Dają tymczasowe schronienie, są miejscem zimowania, a także rozrodu – domki dla owadów, które coraz częściej montowane są nawet w miastach, pojawią się także w rezerwacie Krzemionki.
Muzeum Historyczno-Archeologiczne w Ostrowcu Świętokrzyskim, które posiada swoją siedzibę na jego terenie, ogłosiło konkurs na zaprojektowanie takiego schronienia dla owadów.
Jak mówi edukator w muzeum Beata Celebańska, konkurs jest odpowiedzią na Święto Drzewa, od osiemnastu lat organizowane przez Klub Gaja. Polega głównie na sadzeniu drzew, jednak muzeum nie może ingerować w przyrodę rezerwatu. Postanowiono więc dopomóc owadom, które licznie występują w tamtym miejscu i przyrodniczo są ważne także dla drzew.
Celem konkursu jest zaprojektowanie i wykonanie autorskiej budki dla owadów. Beata Celebańska podpowiada, że można użyć także surowców wtórnych, ale zachęca do kreatywnych realizacji.
Jacek Sobolak, leśnik z Nadleśnictwa Ostrowiec Świętokrzyski mówi, że na terenie rezerwatu występuje wiele gatunków owadów, także tych chronionych. Podkreśla, że domki przydają się nie tylko owadom pożytecznym, ale też tym, które uważamy za szkodliwe, jednak one także mają swoją rolę w przyrodzie. Dodaje, że najlepszy czas na umieszczenie budek, to wiosna, ponieważ późną jesienią owady, które muszą się schować na zimę, już to zrobiły.

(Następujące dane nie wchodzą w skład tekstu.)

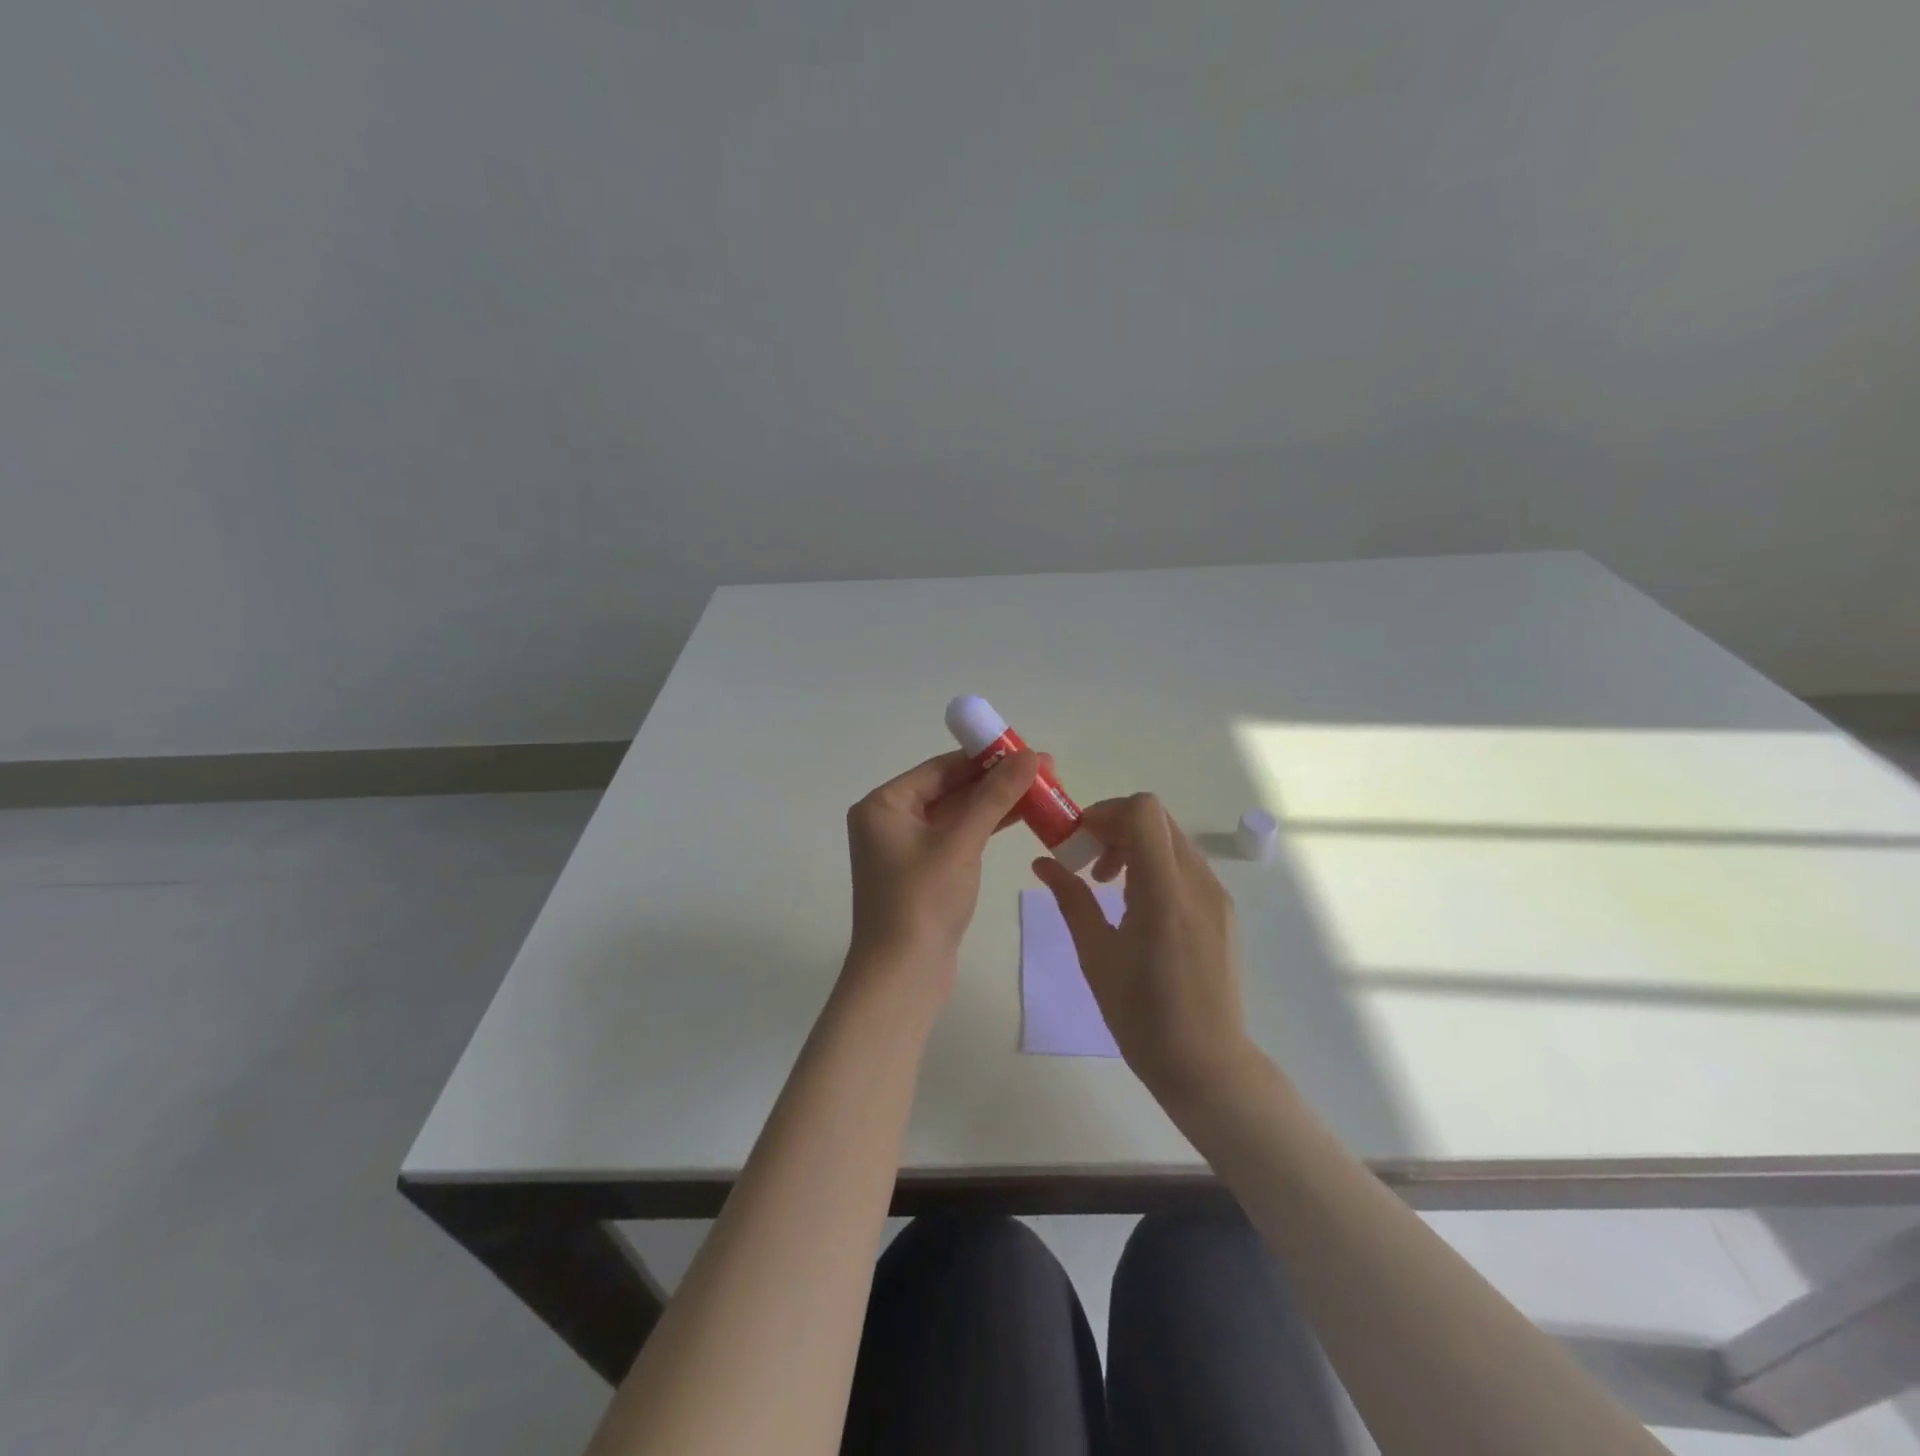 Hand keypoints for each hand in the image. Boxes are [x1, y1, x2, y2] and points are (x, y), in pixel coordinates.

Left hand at [846, 748, 1043, 980]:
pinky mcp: (922, 871)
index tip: (1027, 750)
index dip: (985, 757)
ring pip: (956, 813)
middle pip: (949, 788)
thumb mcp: (962, 842)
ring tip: (1043, 790)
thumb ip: (995, 796)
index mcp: (884, 804)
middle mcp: (889, 820)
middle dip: (996, 780)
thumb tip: (1031, 755)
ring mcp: (905, 847)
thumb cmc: (923, 901)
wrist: (902, 976)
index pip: (940, 768)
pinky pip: (957, 837)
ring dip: (995, 803)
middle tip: (1044, 770)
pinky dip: (985, 827)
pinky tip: (1020, 816)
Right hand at [1031, 793, 1253, 1108]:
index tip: (1080, 841)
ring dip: (1136, 847)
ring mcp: (1216, 895)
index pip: (1143, 811)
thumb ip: (1071, 899)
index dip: (1106, 812)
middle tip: (1088, 865)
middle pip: (1157, 819)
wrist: (1206, 1064)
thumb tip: (1042, 862)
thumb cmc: (1141, 1016)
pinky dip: (1156, 866)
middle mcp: (1197, 883)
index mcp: (1163, 893)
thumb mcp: (1095, 955)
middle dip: (1116, 828)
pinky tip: (1139, 909)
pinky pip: (1186, 866)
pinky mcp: (1223, 910)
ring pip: (1172, 840)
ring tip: (1109, 888) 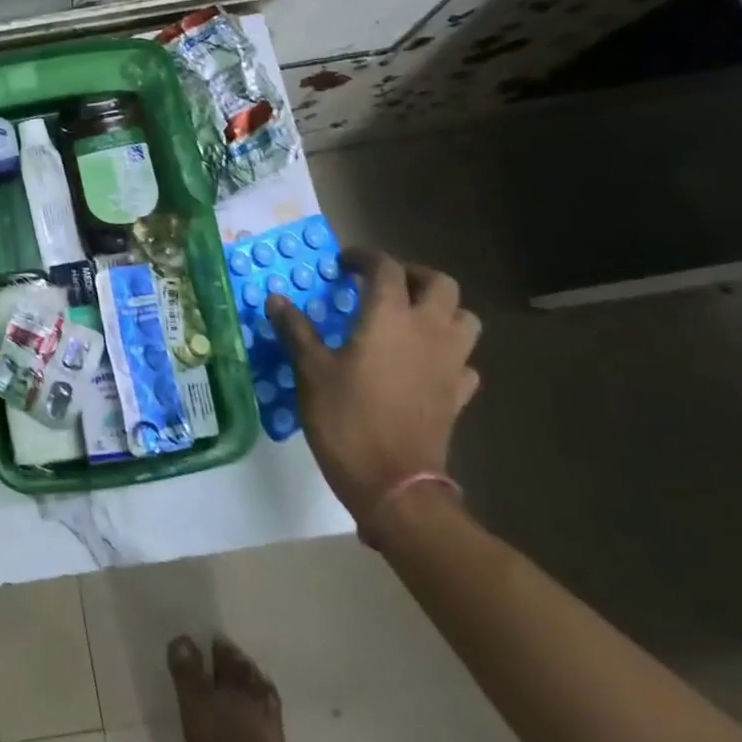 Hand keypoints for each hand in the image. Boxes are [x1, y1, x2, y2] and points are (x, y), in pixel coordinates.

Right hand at [267, 249, 479, 532]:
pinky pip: (464, 361)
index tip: (344, 264)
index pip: (387, 268)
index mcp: (390, 318)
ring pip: (464, 319)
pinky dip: (448, 353)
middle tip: (382, 285)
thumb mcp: (311, 370)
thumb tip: (276, 299)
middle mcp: (428, 331)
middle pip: (439, 284)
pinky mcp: (458, 395)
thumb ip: (296, 330)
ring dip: (441, 310)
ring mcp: (450, 364)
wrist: (394, 483)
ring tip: (410, 318)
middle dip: (412, 276)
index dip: (365, 258)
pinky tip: (425, 363)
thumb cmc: (346, 419) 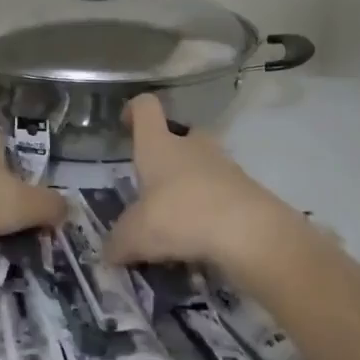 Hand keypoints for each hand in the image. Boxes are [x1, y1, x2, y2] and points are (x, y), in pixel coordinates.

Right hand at [104, 96, 292, 270]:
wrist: (250, 232)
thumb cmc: (181, 216)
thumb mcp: (135, 236)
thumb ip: (118, 242)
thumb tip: (110, 251)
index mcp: (159, 145)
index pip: (146, 108)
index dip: (134, 111)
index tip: (126, 124)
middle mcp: (193, 147)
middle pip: (180, 135)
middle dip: (169, 155)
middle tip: (155, 186)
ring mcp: (225, 167)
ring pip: (204, 167)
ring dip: (191, 187)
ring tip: (177, 223)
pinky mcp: (248, 192)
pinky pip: (222, 196)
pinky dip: (211, 212)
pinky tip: (201, 241) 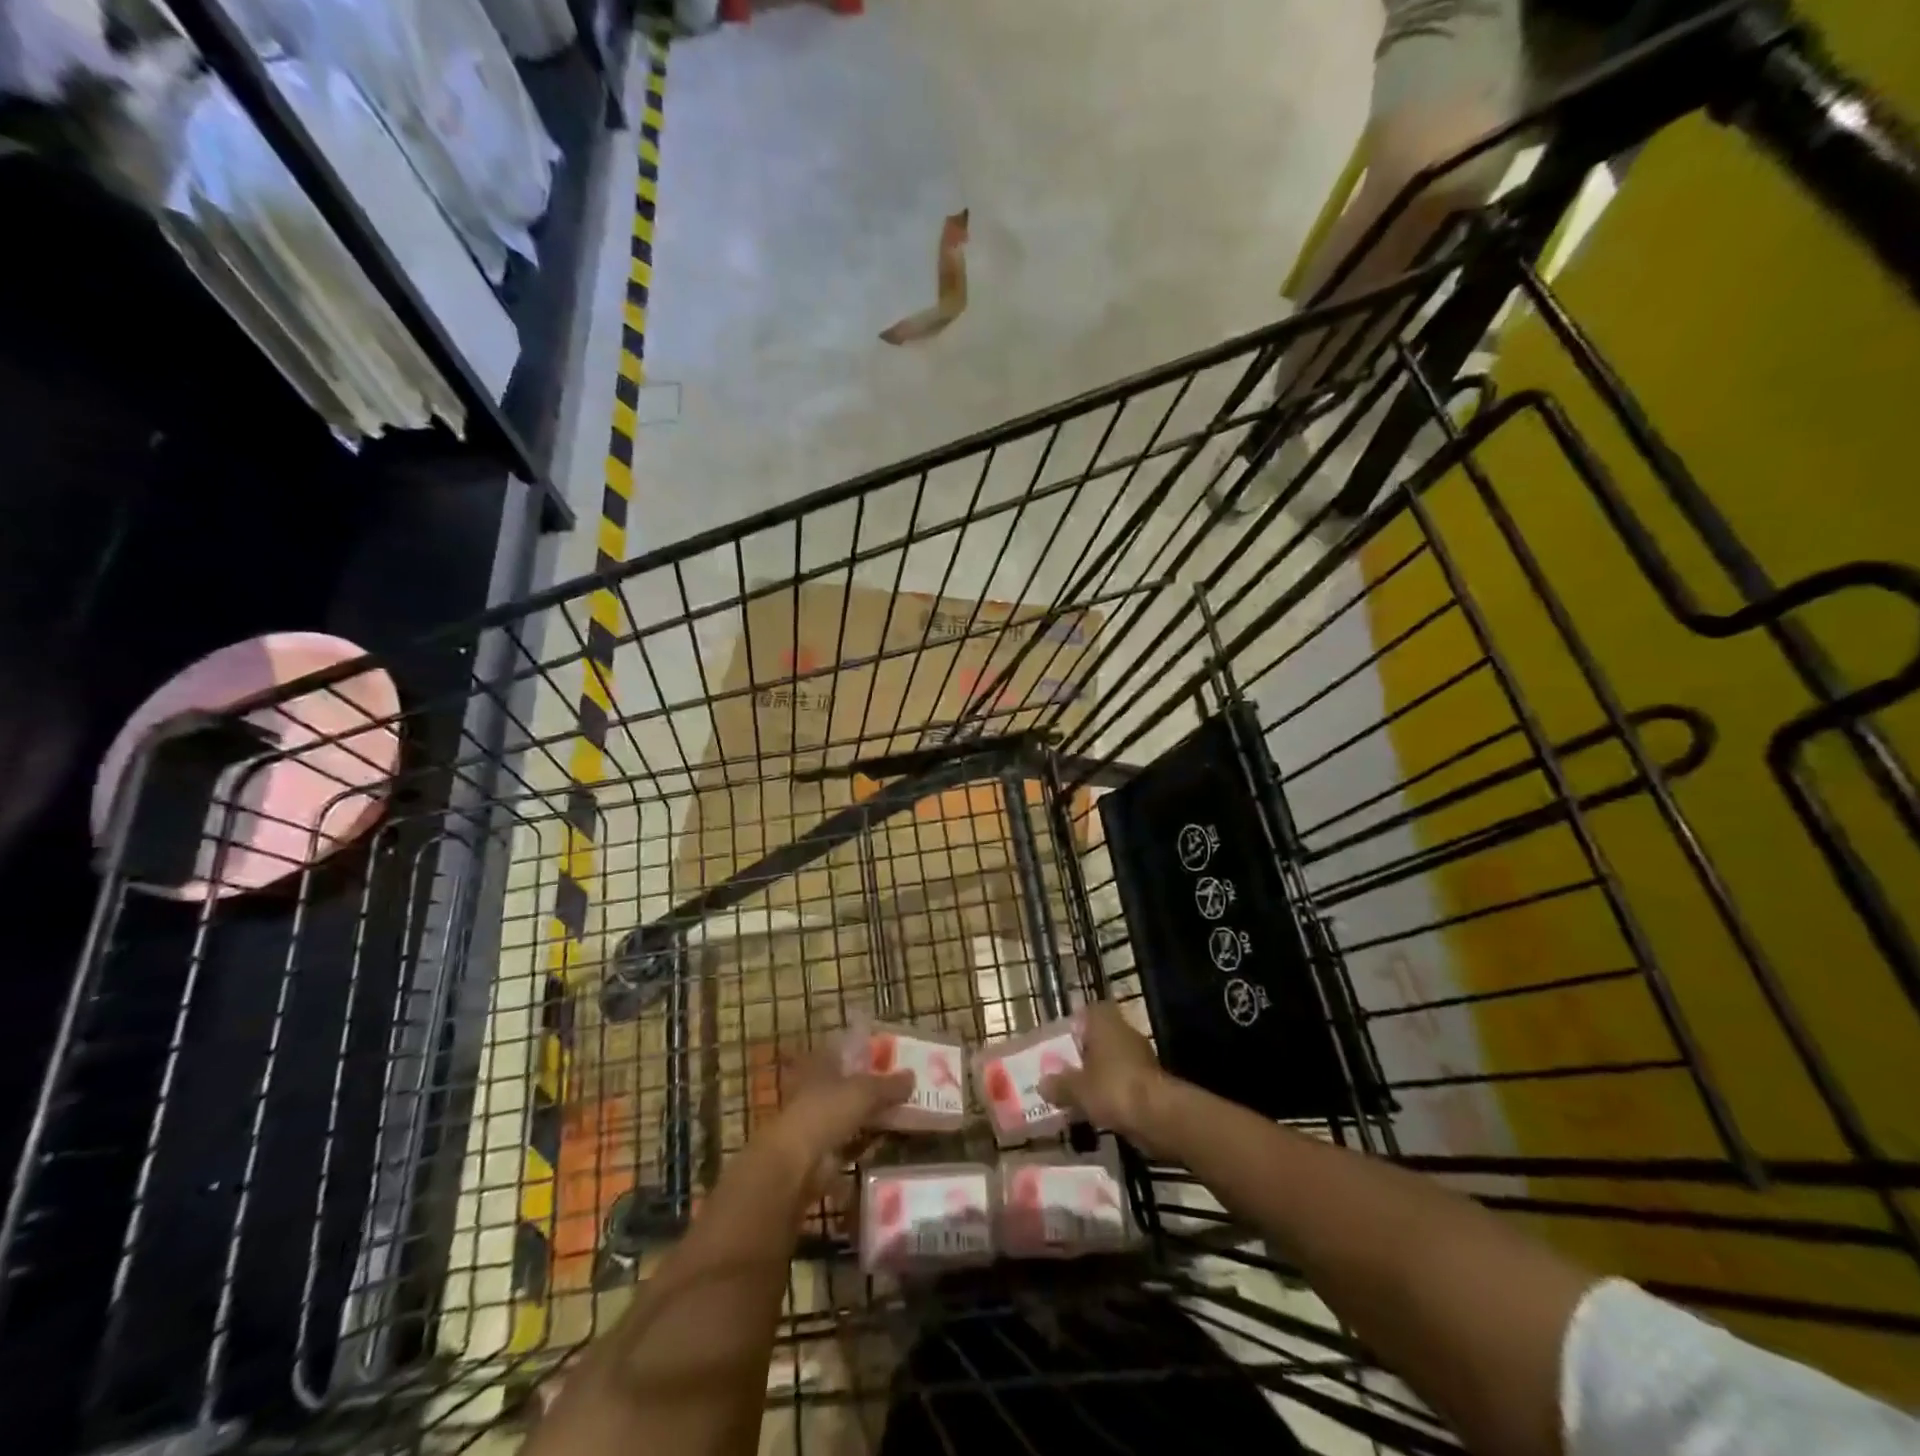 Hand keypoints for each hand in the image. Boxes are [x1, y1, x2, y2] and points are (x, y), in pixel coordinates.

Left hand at [760, 1047, 910, 1189]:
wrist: (796, 1164)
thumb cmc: (827, 1112)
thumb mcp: (865, 1091)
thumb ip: (889, 1084)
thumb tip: (912, 1076)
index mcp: (821, 1063)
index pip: (847, 1051)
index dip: (868, 1054)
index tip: (893, 1059)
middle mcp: (816, 1088)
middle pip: (850, 1084)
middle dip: (874, 1089)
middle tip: (904, 1091)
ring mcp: (817, 1120)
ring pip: (850, 1114)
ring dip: (870, 1118)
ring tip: (902, 1118)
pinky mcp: (821, 1152)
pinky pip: (849, 1143)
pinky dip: (865, 1144)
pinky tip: (886, 1145)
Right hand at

– Takie budki będą służyć pszczołom murarkom, które się będą czerwić, a przez resztę sezonu innym owadom – wyjaśnia Jacek Sobolak.
Z budek mogą korzystać też: biedronki, złotooki, wszystkie gatunki trzmieli, osy. Jak dodaje leśnik, domki są potrzebne, ponieważ coraz mniej jest miejsc, w których mogą się chować, czy to stogi siana, czy stare drewniane budynki. Często pojawiają się w domach, aby móc przeżyć np. trudny zimowy czas.
Konkurs trwa do końca października. 7 listopada nastąpi rozstrzygnięcie, nagrody ufunduje Nadleśnictwo Ostrowiec Świętokrzyski. Budki prawdopodobnie zamontowane zostaną już jesienią, ale w pełni zostaną wykorzystane przez owady wiosną. Muzeum preferuje pracę zespołową, np. grupę znajomych, czy rodzinę, ale praca jednej osoby także będzie akceptowana.